**WHAT TO WORK ON:**
For every line in the material, output its text exactly and exclude any image it holds.

(EXTRACTED RECORDS)

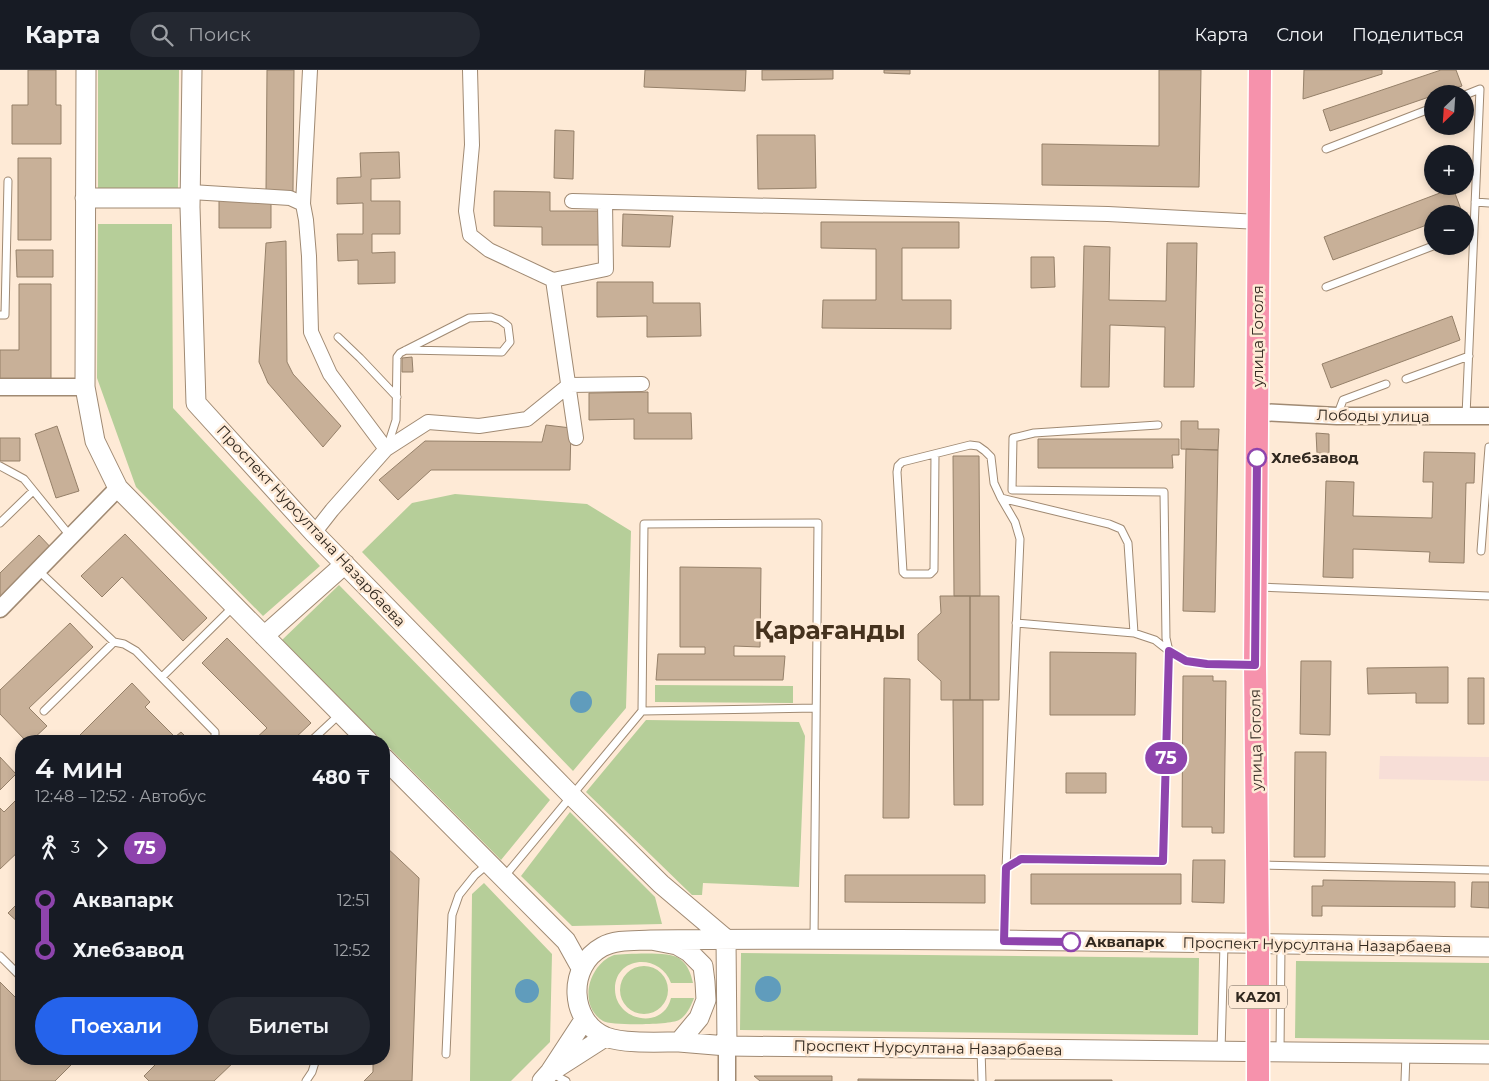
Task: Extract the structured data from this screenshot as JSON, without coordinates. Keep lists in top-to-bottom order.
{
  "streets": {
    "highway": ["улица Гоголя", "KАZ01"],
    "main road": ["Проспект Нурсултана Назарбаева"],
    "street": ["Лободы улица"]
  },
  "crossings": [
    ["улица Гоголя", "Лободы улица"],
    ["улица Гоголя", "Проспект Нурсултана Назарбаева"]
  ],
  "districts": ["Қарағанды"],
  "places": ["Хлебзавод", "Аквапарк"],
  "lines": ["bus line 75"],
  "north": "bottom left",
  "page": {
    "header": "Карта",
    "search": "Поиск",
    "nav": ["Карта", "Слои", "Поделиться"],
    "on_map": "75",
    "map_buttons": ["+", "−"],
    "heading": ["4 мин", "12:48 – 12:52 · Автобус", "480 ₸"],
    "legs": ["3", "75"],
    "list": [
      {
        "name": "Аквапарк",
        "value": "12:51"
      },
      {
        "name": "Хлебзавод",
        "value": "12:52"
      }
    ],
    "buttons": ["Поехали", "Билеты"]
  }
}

(End EXTRACTED RECORDS)

**RESPONSE TO THIS EXERCISE:**
Task: Extract the structured data from this screenshot as JSON, without coordinates. Keep lists in top-to-bottom order.
{
  "streets": {
    "highway": ["улица Гоголя", "KАZ01"],
    "main road": ["Проспект Нурсултана Назарбаева"],
    "street": ["Лободы улица"]
  },
  "crossings": [
    ["улица Гоголя", "Лободы улица"],
    ["улица Гоголя", "Проспект Нурсултана Назарбаева"]
  ],
  "districts": ["Қарағанды"],
  "places": ["Хлебзавод", "Аквапарк"],
  "lines": ["bus line 75"],
  "north": "bottom left",
  "page": {
    "header": "Карта",
    "search": "Поиск",
    "nav": ["Карта", "Слои", "Поделиться"],
    "on_map": "75",
    "map_buttons": ["+", "−"],
    "heading": ["4 мин", "12:48 – 12:52 · Автобус", "480 ₸"],
    "legs": ["3", "75"],
    "list": [
      {
        "name": "Аквапарк",
        "value": "12:51"
      },
      {
        "name": "Хлебзавод",
        "value": "12:52"
      }
    ],
    "buttons": ["Поехали", "Билеты"]
  }
}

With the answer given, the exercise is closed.